Microsoft Bing will soon rely a lot more on the date you specify in the lastmod field within your XML sitemap for crawling. Fabrice Canel, Principal Product Manager at Microsoft Bing said that starting in June 2023, Bing will revamp its “crawl scheduling stack to better utilize the information provided by the “lastmod” tag in sitemaps.”

What is lastmod. The lastmod field is the date of last modification of the page as specified in your XML sitemap file. It is not necessarily the date the URL was created but the date the last time that page was modified.

Bing says lastmod is critical. Microsoft Bing said the lastmod date is “one of the most critical tags that you can include in your sitemap.” It helps Bing crawl more efficiently today and will help Bing crawl a lot more in the future, the company said. “This will enhance our crawl efficiency by reducing unnecessary crawling of unchanged content and prioritizing recently updated content,” Fabrice Canel wrote.

Again, the lastmod crawl changes should be fully live by June 2023.

How Bing uses lastmod. Bing wrote, “the “lastmod” tag is used to indicate the last time the web pages linked by the sitemaps were modified. This information is used by search engines to determine how frequently to crawl your site, and to decide which pages to index and which to leave out. The inclusion of the “lastmod” tag in your sitemap is crucial as it allows search engines to easily determine when a page was last updated. Without it, search engines may delay crawling updated content or may over-crawl your website as they cannot accurately determine if the content has been modified.”

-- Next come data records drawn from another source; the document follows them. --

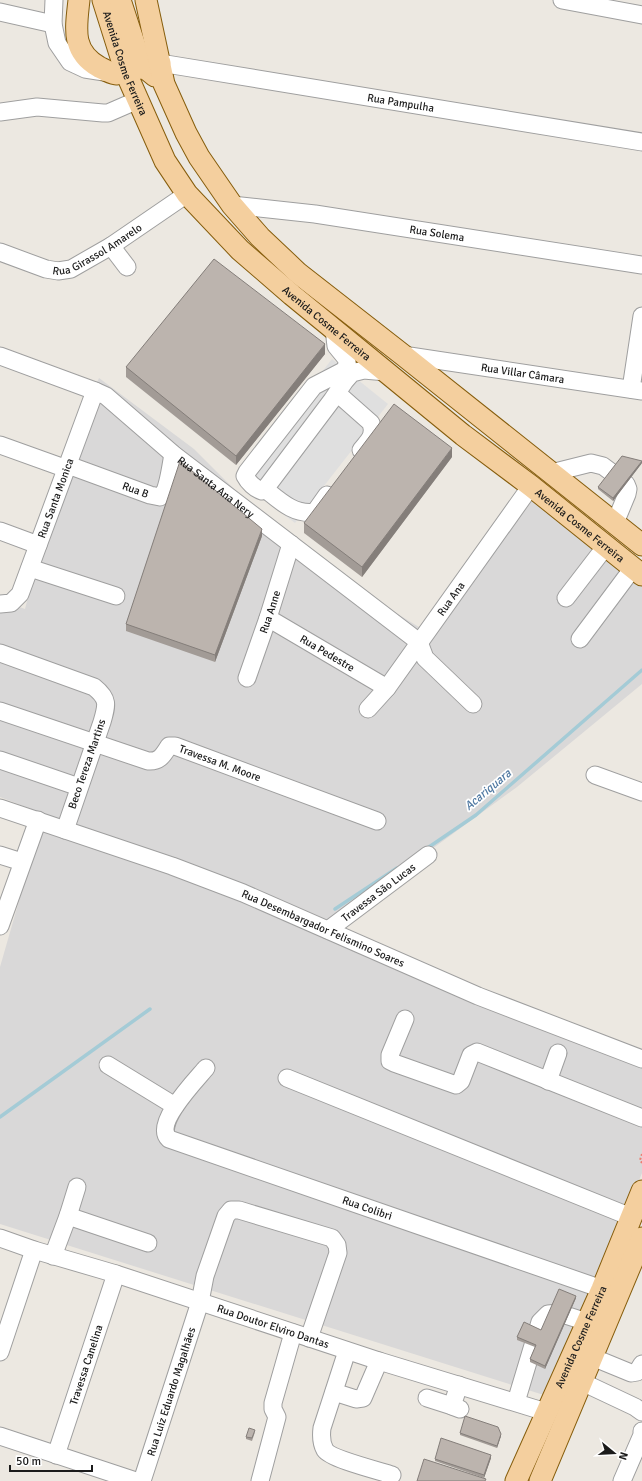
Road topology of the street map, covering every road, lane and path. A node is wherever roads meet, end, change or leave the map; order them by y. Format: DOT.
graph roads {
  1 [pos="1,0"];
  2 [pos="79,0"];
  3 [pos="103,0"];
  4 [pos="120,0"];
  5 [pos="146,0"];
  6 [pos="562,0"];
  7 [pos="0,12"];
  8 [pos="53,12"];
  9 [pos="642,15"];
  10 [pos="135,69"];
  11 [pos="138,100"];
  12 [pos="0,112"];
  13 [pos="642,142"];
  14 [pos="187,194"];
  15 [pos="232,205"];
  16 [pos="111,246"];
  17 [pos="0,252"];
  18 [pos="642,265"];
  19 [pos="127,267"];
  20 [pos="642,316"];
  21 [pos="334,329"];
  22 [pos="403,355"];
  23 [pos="0,356"];
  24 [pos="386,372"];
  25 [pos="637,390"];
  26 [pos="95,391"];
  27 [pos="337,393"];
  28 [pos="0,445"];
  29 [pos="173,454"];
  30 [pos="353,461"];
  31 [pos="68,467"];
  32 [pos="611,472"];
  33 [pos="551,473"];
  34 [pos="339,480"];
  35 [pos="626,484"];
  36 [pos="531,486"];
  37 [pos="266,489"];
  38 [pos="615,523"];
  39 [pos="0,531"];
  40 [pos="291,544"];
  41 [pos="38,545"];
  42 [pos="642,545"];
  43 [pos="606,546"];
  44 [pos="30,568"];
  45 [pos="637,572"];
  46 [pos="116,596"];
  47 [pos="566,598"];
  48 [pos="6,604"];
  49 [pos="268,618"];
  50 [pos="580,639"];
  51 [pos="419,642"];
  52 [pos="0,653"];
  53 [pos="247,678"];
  54 [pos="387,688"];
  55 [pos="473,704"];
  56 [pos="368,709"];
  57 [pos="0,711"];
  58 [pos="95,743"];
  59 [pos="0,760"];
  60 [pos="595,775"];
  61 [pos="79,787"];
  62 [pos="642,792"];
  63 [pos="0,808"];
  64 [pos="38,820"];
  65 [pos="377,821"];
  66 [pos="65,830"];
  67 [pos="0,855"];
  68 [pos="428,855"];
  69 [pos="22,862"];
  70 [pos="4,903"];
  71 [pos="0,926"];
  72 [pos="328,930"];
  73 [pos="405,1018"];
  74 [pos="558,1054"];
  75 [pos="642,1059"];
  76 [pos="108,1065"];
  77 [pos="206,1068"];
  78 [pos="287,1078"];
  79 [pos="548,1081"];
  80 [pos="175,1106"];
  81 [pos="642,1118"];
  82 [pos="642,1154"];
  83 [pos="642,1163"];
  84 [pos="77,1187"];
  85 [pos="642,1191"];
  86 [pos="68,1216"];
  87 [pos="631,1217"];
  88 [pos="0,1238"];
  89 [pos="642,1238"];
  90 [pos="148,1243"];
  91 [pos="34,1250"];
  92 [pos="53,1256"];
  93 [pos="116,1274"];
  94 [pos="602,1289"];
  95 [pos="200,1302"];
  96 [pos="587,1322"];
  97 [pos="301,1335"];
  98 [pos="347,1351"];
  99 [pos="0,1352"];
  100 [pos="379,1361"];
  101 [pos="642,1364"];
  102 [pos="587,1370"];
  103 [pos="458,1385"];
  104 [pos="334,1392"];
  105 [pos="427,1398"];
  106 [pos="642,1400"];
  107 [pos="516,1402"];
  108 [pos="546,1412"];
  109 [pos="642,1412"];
  110 [pos="642,1430"];
  111 [pos="642,1435"];
  112 [pos="0,1436"];
  113 [pos="56,1455"];
  114 [pos="392,1475"];
  115 [pos="136,1481"];
  116 [pos="142,1481"];
  117 [pos="260,1481"];
  118 [pos="516,1481"];
  119 [pos="540,1481"];
  120 [pos="622,1481"];
  1 -- 8 [label="street"];
  2 -- 10 [label="main road"];
  3 -- 10 [label="main road, Avenida Cosme Ferreira"];
  4 -- 10 [label="main road"];
  5 -- 10 [label="main road, Avenida Cosme Ferreira"];
  6 -- 9 [label="street"];
  7 -- 8 [label="street"];
  8 -- 10 [label="street, Rua Pampulha"];
  10 -- 11 [label="main road, Avenida Cosme Ferreira"];
  10 -- 13 [label="street, Rua Pampulha"];
  10 -- 15 [label="main road, Avenida Cosme Ferreira"];
  11 -- 12 [label="street"];
  11 -- 14 [label="main road, Avenida Cosme Ferreira"];
  14 -- 16 [label="street, Rua Girassol Amarelo"];
  14 -- 21 [label="main road, Avenida Cosme Ferreira"];
  15 -- 18 [label="street, Rua Solema"];
  15 -- 22 [label="main road, Avenida Cosme Ferreira"];
  16 -- 17 [label="street, Rua Girassol Amarelo"];
  16 -- 19 [label="street"];
  20 -- 25 [label="street"];
  21 -- 24 [label="main road, Avenida Cosme Ferreira"];
  21 -- 37 [label="street"];
  22 -- 25 [label="street, Rua Villar Câmara"];
  22 -- 33 [label="main road, Avenida Cosme Ferreira"];
  23 -- 26 [label="street, Rua Santa Ana Nery"];
  24 -- 27 [label="street"];
  24 -- 36 [label="main road, Avenida Cosme Ferreira"];
  26 -- 29 [label="street, Rua Santa Ana Nery"];
  26 -- 31 [label="street, Rua Santa Monica"];
  27 -- 30 [label="street"];
  27 -- 37 [label="street"];
  28 -- 31 [label="street"];
  29 -- 31 [label="street, Rua B"];
  29 -- 40 [label="street, Rua Santa Ana Nery"];
  31 -- 41 [label="street, Rua Santa Monica"];
  32 -- 33 [label="street"];
  33 -- 38 [label="main road, Avenida Cosme Ferreira"];
  34 -- 37 [label="street"];
  35 -- 38 [label="street"];
  36 -- 43 [label="main road, Avenida Cosme Ferreira"];
  36 -- 51 [label="street, Rua Ana"];
  38 -- 42 [label="main road, Avenida Cosme Ferreira"];
  39 -- 41 [label="street"];
  40 -- 49 [label="street, Rua Anne"];
  40 -- 51 [label="street, Rua Santa Ana Nery"];
  41 -- 44 [label="street, Rua Santa Monica"];
  43 -- 45 [label="main road, Avenida Cosme Ferreira"];
  43 -- 47 [label="street"];
  44 -- 46 [label="street"];
  44 -- 48 [label="street, Rua Santa Monica"];
  45 -- 50 [label="street"];
  49 -- 53 [label="street, Rua Anne"];
  49 -- 54 [label="street, Rua Pedestre"];
  51 -- 54 [label="street, Rua Ana"];
  51 -- 55 [label="street"];
  52 -- 58 [label="street, Beco Tereza Martins"];
  54 -- 56 [label="street, Rua Ana"];
  57 -- 58 [label="street, Travessa M. Moore"];
  58 -- 61 [label="street, Beco Tereza Martins"];
  58 -- 65 [label="street, Travessa M. Moore"];
  59 -- 61 [label="street"];
  60 -- 62 [label="street"];
  61 -- 66 [label="street, Beco Tereza Martins"];
  63 -- 64 [label="street, Rua Desembargador Felismino Soares"];
  64 -- 66 [label="street, Rua Desembargador Felismino Soares"];
  64 -- 69 [label="street"];
  66 -- 72 [label="street, Rua Desembargador Felismino Soares"];
  67 -- 69 [label="street"];
  68 -- 72 [label="street, Travessa São Lucas"];
  69 -- 70 [label="street"];
  70 -- 71 [label="street"];
  72 -- 75 [label="street, Rua Desembargador Felismino Soares"];
  73 -- 79 [label="street"];
  74 -- 79 [label="street"];
  76 -- 80 [label="street"];
  77 -- 80 [label="street, Rua Colibri"];
  78 -- 87 [label="street"];
  79 -- 81 [label="street"];
  80 -- 94 [label="street, Rua Colibri"];
  82 -- 83 [label="path"];
  84 -- 86 [label="street"];
  85 -- 87 [label="main road, Avenida Cosme Ferreira"];
  86 -- 90 [label="street"];
  86 -- 92 [label="street"];
  87 -- 94 [label="main road, Avenida Cosme Ferreira"];
  88 -- 91 [label="street, Rua Doutor Elviro Dantas"];
  89 -- 102 [label="main road, Avenida Cosme Ferreira"];
  91 -- 92 [label="street, Rua Doutor Elviro Dantas"];
  91 -- 99 [label="street"];
  92 -- 93 [label="street, Rua Doutor Elviro Dantas"];
  93 -- 95 [label="street, Rua Doutor Elviro Dantas"];
  93 -- 113 [label="street, Travessa Canelina"];
  94 -- 96 [label="main road, Avenida Cosme Ferreira"];
  95 -- 97 [label="street, Rua Doutor Elviro Dantas"];
  95 -- 97 [label="street, Rua Luiz Eduardo Magalhães"];
  95 -- 116 [label="street, Rua Luiz Eduardo Magalhães"];
  96 -- 107 [label="street"];
  96 -- 108 [label="main road, Avenida Cosme Ferreira"];
  97 -- 98 [label="street, Rua Doutor Elviro Dantas"];
  97 -- 117 [label="street"];
  98 -- 100 [label="street, Rua Doutor Elviro Dantas"];
  98 -- 104 [label="street"];
  100 -- 103 [label="street, Rua Doutor Elviro Dantas"];
  100 -- 104 [label="street"];
  101 -- 102 [label="street"];
  102 -- 106 [label="street"];
  102 -- 109 [label="street"];
  102 -- 119 [label="main road, Avenida Cosme Ferreira"];
  103 -- 105 [label="street"];
  103 -- 107 [label="street, Rua Doutor Elviro Dantas"];
  104 -- 114 [label="street"];
  107 -- 108 [label="street, Rua Doutor Elviro Dantas"];
  108 -- 118 [label="main road, Avenida Cosme Ferreira"];
  110 -- 111 [label="street"];
  111 -- 120 [label="street"];
  112 -- 113 [label="street"];
  113 -- 115 [label="street"];
}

Lastmod usage statistics. Microsoft Bing also conducted a study showing how the lastmod field was used across the web in XML sitemap files. Here are the highlights of that date, note this is based on Bing’s crawling data.

  • 58% of hosts have at least one XML sitemap.
    • 84% of these sitemaps have a lastmod attribute set.
      • 79% have lastmod values correct.
      • 18% have lastmod values not correctly set.
      • 3% has lastmod values for only some of the URLs.
    • 16% of these sitemaps don’t have a lastmod attribute set.
  • 42% of hosts don’t have one XML sitemap

The biggest issue they see is that the lastmod dates in XML sitemaps are identical to all the URLs listed in the file. Meaning, Bing is noticing the the date of the lastmod field is being set to the date of generation of the sitemap, rather than the date of content modification. This is of course possible but highly unlike for every URL listed in the XML sitemap file.

changefreq field. Bing also mostly ignores the changefreq field in XML sitemaps, like Google. Google has said in the past it ignores the lastmod date in XML sitemap files but later said they do read it but may not trust it fully. The current documentation says Google “uses the value if it’s consistently and verifiably (for example by comparing to the last modification of the page) accurate.”

IndexNow. This advice is not to replace Microsoft’s IndexNow initiative, Fabrice Canel wrote that they “highly recommended to adopt IndexNow to instantly inform search engines about latest content changes on your websites.”

Why we care. Going forward, if you have not taken the lastmod date in your XML sitemap file seriously, you probably now should. By doing so, you should be able to improve crawl efficiency of search engines, especially Bing. That should improve speed of crawl and potentially indexing and ranking and also your server resources.